With traversal, however, it's straightforward.  You want 20 layers of
nesting?  No problem, :app:`Pyramid` will happily call ``__getitem__``
as long as it needs to, until it runs out of path segments or until it
gets a :exc:`KeyError`.  Each resource only needs to know how to fetch
its immediate children, the traversal algorithm takes care of the rest.
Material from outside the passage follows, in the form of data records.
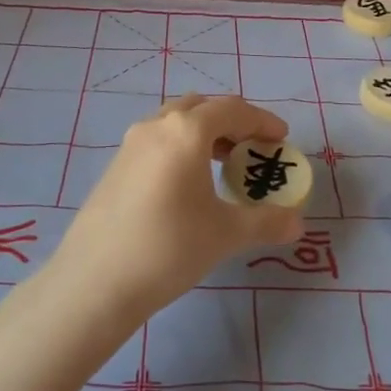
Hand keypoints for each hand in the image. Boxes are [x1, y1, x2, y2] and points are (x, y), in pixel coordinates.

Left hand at [52, 94, 303, 314]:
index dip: (262, 121)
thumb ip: (266, 222)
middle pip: (202, 107)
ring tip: (223, 164)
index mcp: (186, 131)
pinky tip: (188, 184)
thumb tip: (297, 223)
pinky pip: (157, 141)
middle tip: (253, 149)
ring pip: (175, 122)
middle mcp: (156, 126)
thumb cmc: (169, 248)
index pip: (233, 109)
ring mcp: (130, 144)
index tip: (281, 140)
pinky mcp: (115, 166)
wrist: (94, 282)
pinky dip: (181, 148)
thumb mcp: (225, 234)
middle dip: (232, 122)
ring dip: (204, 133)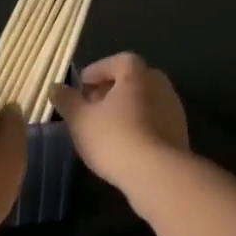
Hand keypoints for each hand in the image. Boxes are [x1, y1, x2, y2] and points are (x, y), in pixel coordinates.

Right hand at [50, 52, 188, 190]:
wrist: (158, 175)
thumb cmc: (114, 138)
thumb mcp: (79, 119)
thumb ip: (67, 100)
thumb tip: (56, 88)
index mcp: (137, 75)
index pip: (118, 60)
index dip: (98, 70)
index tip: (81, 86)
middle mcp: (160, 86)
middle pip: (133, 80)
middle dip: (111, 90)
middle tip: (91, 106)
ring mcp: (174, 110)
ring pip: (144, 101)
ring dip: (125, 109)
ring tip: (104, 128)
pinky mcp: (180, 134)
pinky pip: (154, 121)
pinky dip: (138, 125)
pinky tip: (124, 144)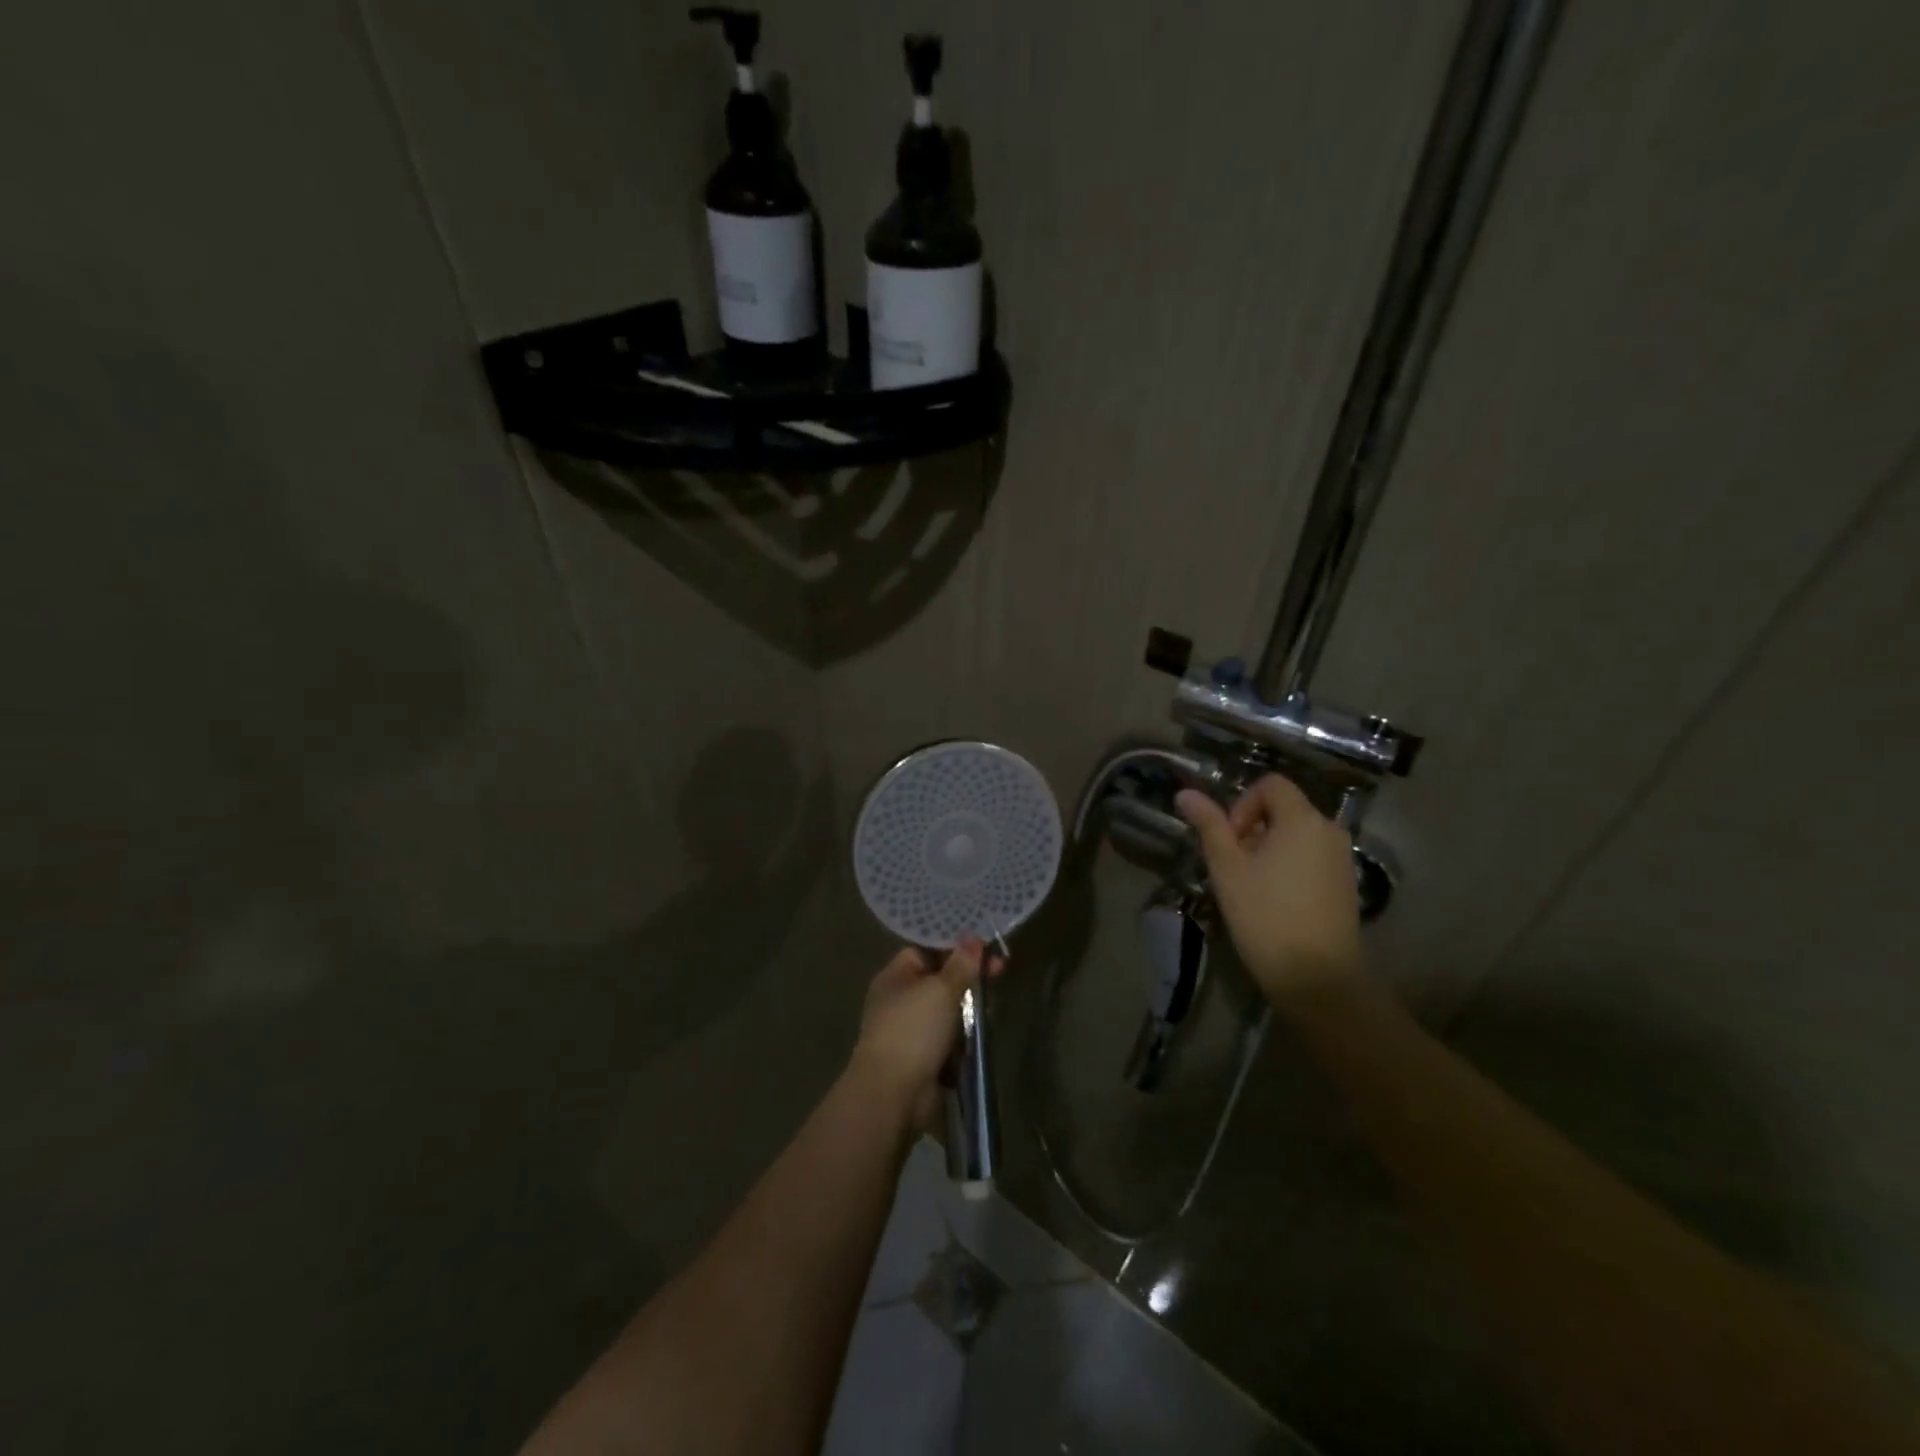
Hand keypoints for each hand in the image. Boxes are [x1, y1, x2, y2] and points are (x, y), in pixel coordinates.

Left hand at [851, 938, 1003, 1126]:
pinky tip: (983, 1034)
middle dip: (968, 979)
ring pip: (947, 1011)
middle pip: (940, 980)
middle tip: (1000, 973)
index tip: (986, 948)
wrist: (892, 1093)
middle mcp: (900, 999)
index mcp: (896, 976)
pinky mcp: (921, 1057)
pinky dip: (963, 1037)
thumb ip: (961, 964)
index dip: (956, 948)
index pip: (928, 950)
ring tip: (993, 1005)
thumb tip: (972, 937)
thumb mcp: (941, 990)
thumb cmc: (913, 1030)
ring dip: (968, 1010)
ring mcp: (909, 1030)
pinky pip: (948, 1038)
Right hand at [1176, 775, 1362, 998]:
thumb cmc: (1265, 914)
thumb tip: (1185, 794)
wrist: (1316, 976)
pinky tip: (1275, 900)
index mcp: (1302, 819)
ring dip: (1269, 848)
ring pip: (1296, 835)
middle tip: (1234, 866)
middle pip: (1284, 809)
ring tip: (1251, 885)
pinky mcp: (1346, 884)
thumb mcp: (1227, 867)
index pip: (1270, 785)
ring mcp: (1342, 858)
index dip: (1242, 804)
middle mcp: (1329, 830)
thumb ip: (1209, 825)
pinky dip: (1289, 866)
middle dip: (1253, 829)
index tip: (1230, 841)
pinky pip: (1311, 857)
The key advantage of traversal here is that the structure of the
resource tree can live in the database, and not in the code. It's
simple to let users modify the tree at runtime to set up their own
personalized directory structures. 

Another use case in which traversal shines is when there is a need to
support a context-dependent security policy.  One example might be a
document management infrastructure for a large corporation, where
members of different departments have varying access levels to the
various other departments' files.  Reasonably, even specific files
might need to be made available to specific individuals.  Traversal
does well here because the idea of a resource context is baked right
into the code resolution and calling process.  Resource objects can
store ACLs, which can be inherited and/or overridden by the
subresources.

If each resource can thus generate a context-based ACL, then whenever
view code is attempting to perform a sensitive action, it can check
against that ACL to see whether the current user should be allowed to
perform the action.  In this way you achieve so called "instance based"
or "row level" security which is considerably harder to model using a
traditional tabular approach.  :app:`Pyramid` actively supports such a
scheme, and in fact if you register your views with guard permissions
and use an authorization policy, :app:`Pyramid` can check against a
resource's ACL when deciding whether or not the view itself is available
to the current user.

In summary, there are entire classes of problems that are more easily
served by traversal and view lookup than by :term:`URL dispatch`.  If
your problems aren't of this nature, great, stick with :term:`URL
dispatch`.  But if you're using :app:`Pyramid` and you ever find that
you *do* need to support one of these use cases, you'll be glad you have
traversal in your toolkit.

.. note::
   It is even possible to mix and match :term:`traversal` with
   :term:`URL dispatch` in the same :app:`Pyramid` application. See the
   :ref:`hybrid_chapter` chapter for details.